A NEWLY discovered dinosaur is changing forever the way we look at birds, a Southampton scientist claims.

Dr Gareth Dyke has co-written a paper following the discovery of a bird-like dinosaur in China, which roamed the Earth long before the beasts thought to be the oldest ancestors of modern birds were alive.

The fossil from the late-Jurassic period challenges widely accepted views on the origin of flight.

Dr Dyke, senior lecturer in vertebrate palaeontology at Southampton University, describes a new feathered dinosaur about 30cm in length which pre-dates the dinosaurs from which birds were long thought to have evolved.

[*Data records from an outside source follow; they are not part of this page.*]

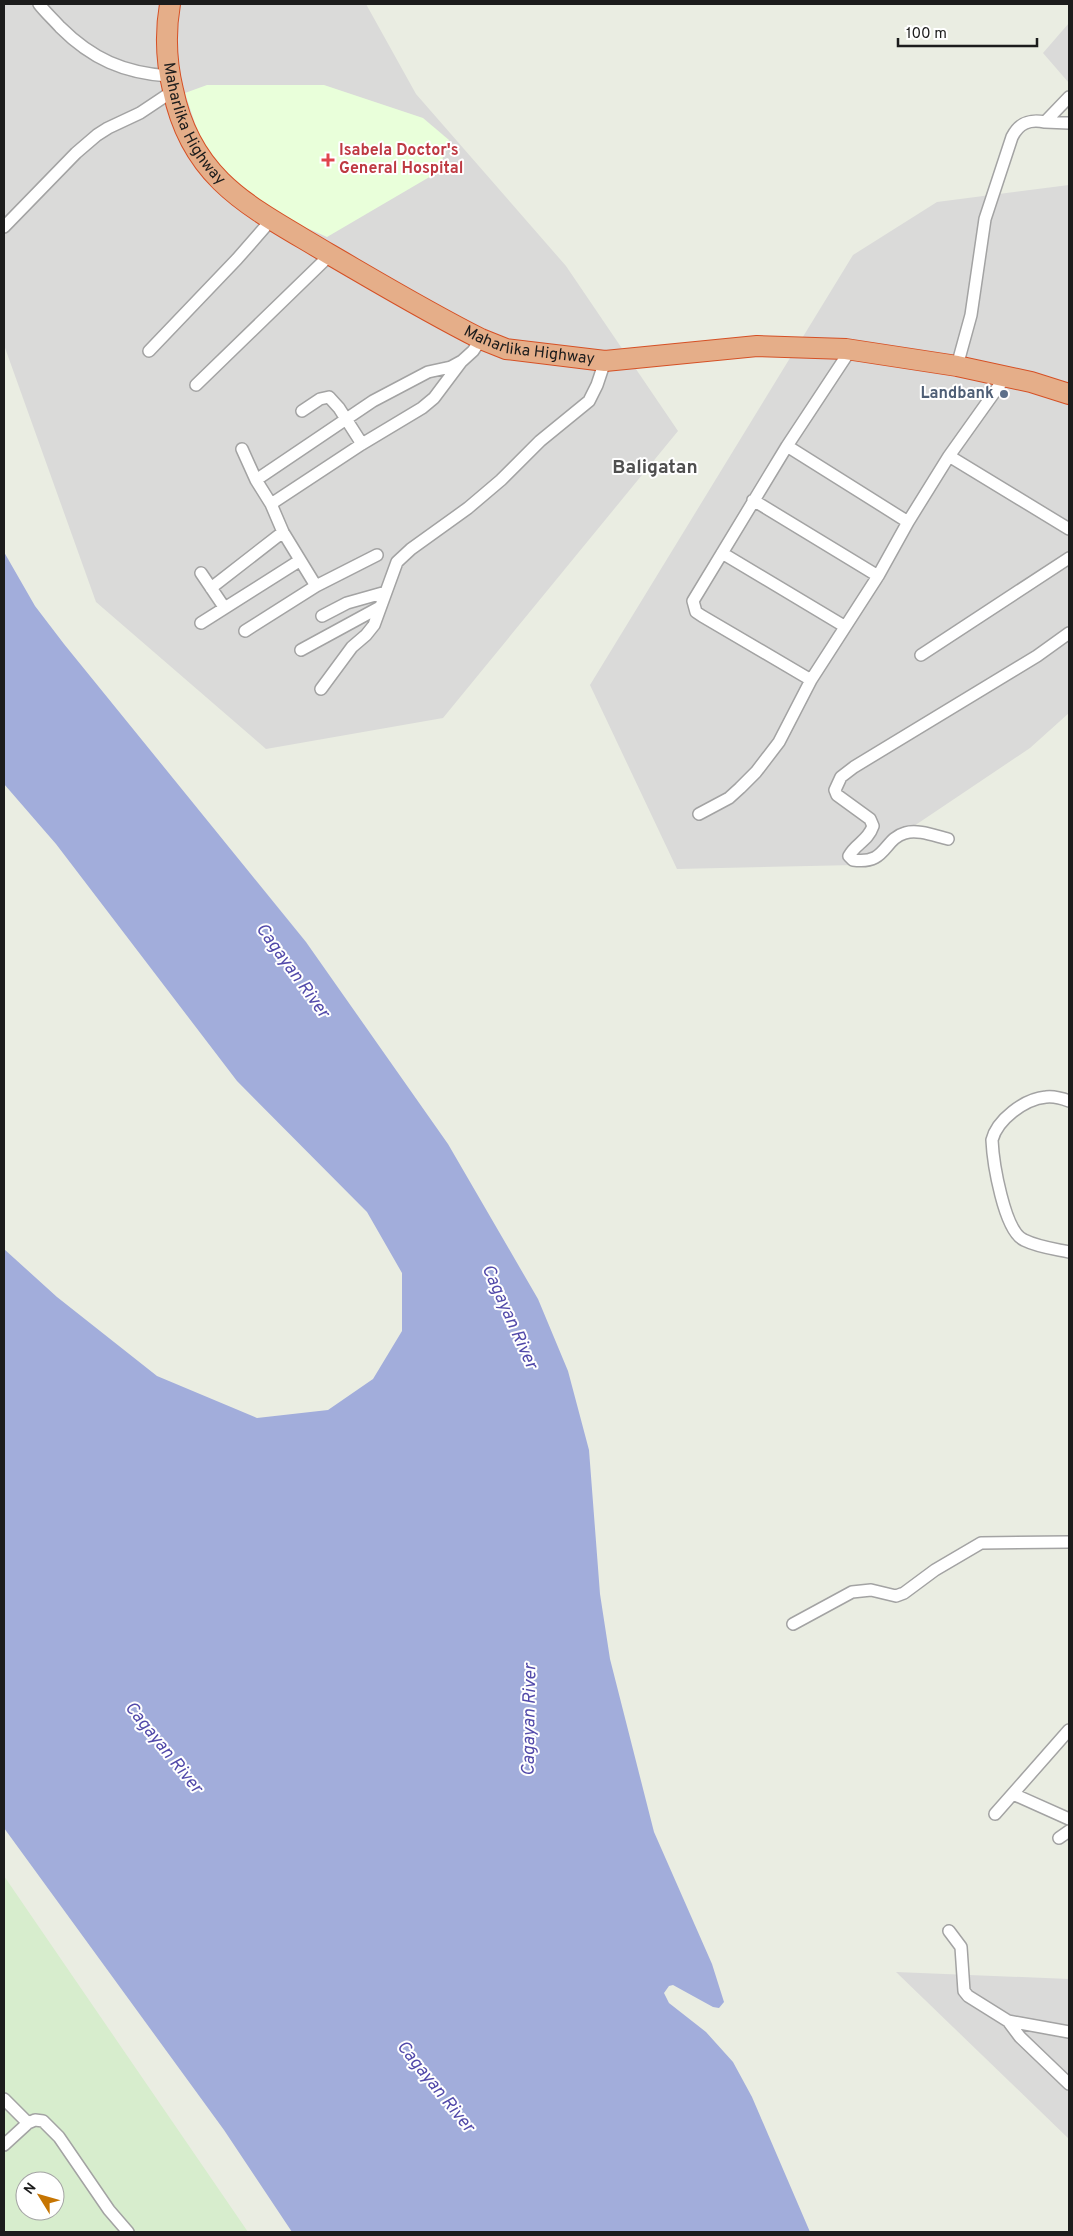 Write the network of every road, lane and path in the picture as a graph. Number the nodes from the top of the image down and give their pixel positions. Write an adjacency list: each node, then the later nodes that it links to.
1 (40, 4): 3 (street)
2 (170, 4): 3 (highway, Maharlika Highway)
3 (171, 84): 7 (highway, Maharlika Highway); 8 (street)
4 (1069, 97): 5 (street)
5 (1045, 122): 6 (street); 15 (street)
6 (1069, 123)
7 (272, 219): 9 (highway, Maharlika Highway); 12 (street)
8 (4, 227)
9 (330, 255): 10 (highway, Maharlika Highway); 17 (street)
10 (481, 340): 13 (street); 14 (highway, Maharlika Highway)
11 (851, 349): 14 (highway, Maharlika Highway); 15 (highway, Maharlika Highway); 22 (street)
12 (149, 351)
13 (462, 361): 20 (street); 21 (street)
14 (605, 362): 39 (street)
15 (957, 366): 16 (highway, Maharlika Highway)
16 (1006, 376): 18 (highway, Maharlika Highway); 24 (street)
17 (196, 386)
18 (1069, 394)
19 (302, 411): 20 (street)
20 (346, 420): 21 (street); 25 (street)
21 (362, 444): 27 (street)
22 (787, 446): 26 (street); 28 (street)
23 (242, 449): 25 (street)
24 (949, 456): 28 (street); 29 (street)
25 (256, 480): 27 (street)
26 (753, 500): 31 (street); 36 (street)
27 (271, 504): 30 (street)
28 (908, 522): 36 (street)
29 (1069, 529)
30 (284, 532): 34 (street); 38 (street)
31 (722, 553): 44 (street); 49 (street)
32 (377, 555): 37 (street)
33 (1069, 558): 48 (street)
34 (299, 561): 37 (street); 40 (street)
35 (201, 573): 38 (street)
36 (878, 576): 44 (street)
37 (316, 586): 45 (street)
38 (211, 588): 40 (street)
39 (386, 592): 41 (street); 42 (street)
40 (224, 607): 43 (street)
41 (380, 607): 47 (street); 50 (street)
42 (322, 616)
43 (200, 623)
44 (844, 626): 49 (street)
45 (245, 631)
46 (1069, 633): 52 (street)
47 (301, 650)
48 (921, 655)
49 (811, 680): 51 (street)
50 (321, 689)
51 (699, 814)
52 (948, 839)
53 (1069, 1101): 54 (street)
54 (1069, 1252)
55 (1069, 1542): 56 (street)
56 (793, 1624)
57 (1068, 1733): 58 (street)
58 (1013, 1794): 59 (street); 60 (street)
59 (995, 1814)
60 (1069, 1819)
61 (1069, 1831): 62 (street)
62 (1059, 1838)
63 (949, 1931): 64 (street)
64 (1008, 2021): 65 (street); 66 (street)
65 (1069, 2032)
66 (1069, 2084)
67 (4, 2099): 68 (street)
68 (28, 2123): 69 (street); 70 (street)
69 (4, 2145)
70 (128, 2232) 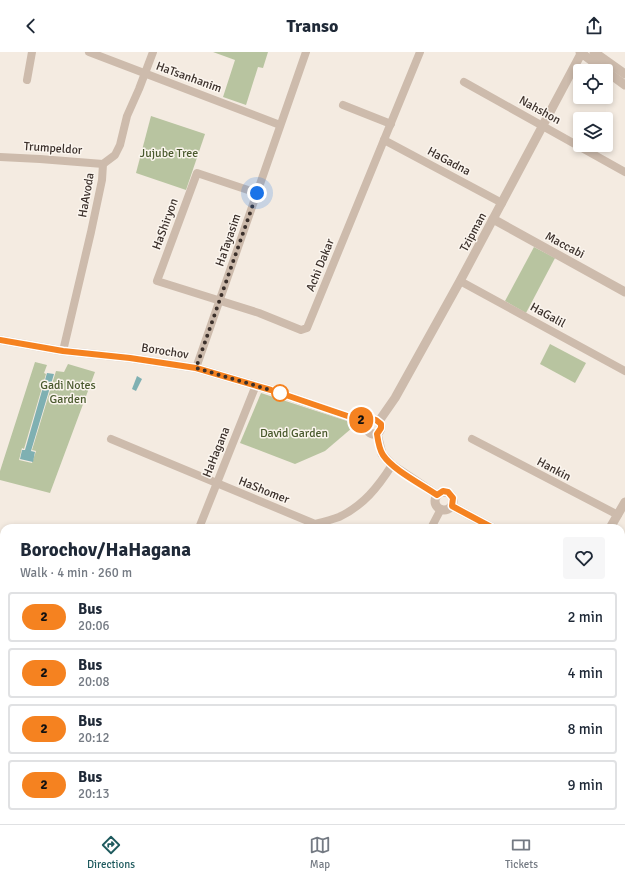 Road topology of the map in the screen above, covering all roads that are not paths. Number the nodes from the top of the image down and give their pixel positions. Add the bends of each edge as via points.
1 (32, 52) edge
2 (89, 52) edge
3 (153, 52) edge
4 (306, 52) edge
5 (420, 52) edge
6 (582, 52) edge
7 (594, 52) edge
8 (145, 74) junction
9 (625, 74) edge
10 (27, 80) dead end
11 (464, 82) dead end
12 (625, 85) edge
13 (343, 105) dead end
14 (280, 124) junction
15 (391, 124) junction
16 (544, 126) junction
17 (384, 140) junction
18 (0, 157) edge
19 (103, 164) junction
20 (625, 172) edge
21 (257, 193) junction
22 (502, 203) junction
23 (493, 219) junction
24 (460, 281) junction
25 (625, 292) edge
26 (219, 301) junction
27 (0, 340) edge
28 (63, 351) junction
29 (196, 368) junction
30 (625, 371) edge
31 (256, 385) junction
32 (379, 421) junction
33 (368, 423) junction
34 (377, 434) junction
35 (111, 439) dead end
36 (472, 439) dead end
37 (392, 465) junction
38 (217, 484) junction
39 (437, 495) junction
40 (625, 502) edge
41 (452, 506) junction
42 (441, 509) junction
43 (621, 517) edge
44 (201, 524) edge
45 (309, 524) edge
46 (320, 524) edge
47 (433, 524) edge
48 (486, 524) edge

1 - 10 street
2 - 8 street, HaTsanhanim
3 - 8 street, HaAvoda
4 - 14 street, HaTayasim
5 - 15 street, Achi Dakar
6 - 12 street
6 - 16 street, Tzipman
7 - 9 street
8 - 14 street, HaTsanhanim
8 - 19 street, HaAvoda via 127,116 120,145 114,155
11 - 16 street, Nahshon
13 - 15 street
14 - 21 street, HaTayasim
15 - 17 street, Achi Dakar
16 - 20 street, Nahshon
16 - 22 street, Tzipman
17 - 22 street, HaGadna
17 - 26 street, Achi Dakar via 307,328 301,330 259,313
18 - 19 street, Trumpeldor
19 - 28 street, HaAvoda via 91,232
21 - 26 street, HaTayasim
21 - 26 street, HaShiryon via 196,173 157,281
22 - 23 street, Tzipman
23 - 24 street, Tzipman
23 - 25 street, Maccabi
24 - 30 street, HaGalil
24 - 32 street, Tzipman via 395,398
26 - 29 street, HaTayasim
27 - 28 street, Borochov
28 - 29 street, Borochov
29 - 31 street, Borochov
31 - 33 street, Borochov
31 - 38 street, HaHagana
32 - 33 street via 373,419
32 - 34 street via 381,428
33 - 34 street via 367,431
34 - 37 street via 382,454
35 - 38 street, HaShomer
36 - 43 street, Hankin
37 - 39 street
37 - 46 street, HaShomer via 380,484 358,506
38 - 44 street, HaHagana
38 - 45 street, HaShomer
39 - 41 street via 443,491 450,494 453,498
39 - 42 street via 436,504
40 - 43 street
41 - 42 street
41 - 48 street
42 - 47 street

Scientists long believed that birds evolved from dinosaurs called theropods from around 120-130 million years ago.

But recent discoveries of feathered dinosaurs from the older Middle-Late Jurassic period have cast doubt on the old theory.

The new 'bird-dinosaur' Eosinopteryx has been described by Dr Dyke in Nature Communications this week.

“This discovery sheds further doubt on the theory that the famous fossil Archaeopteryx - or “first bird” as it is sometimes referred to - was pivotal in the evolution of modern birds,” said Dr Dyke, who is based at the National Oceanography Centre.

“Our findings suggest that the origin of flight was much more complex than previously thought.”

The fossilised remains found in China indicate that, while feathered, this was a flightless dinosaur, because of its small wingspan and a bone structure that would have restricted its ability to flap its wings.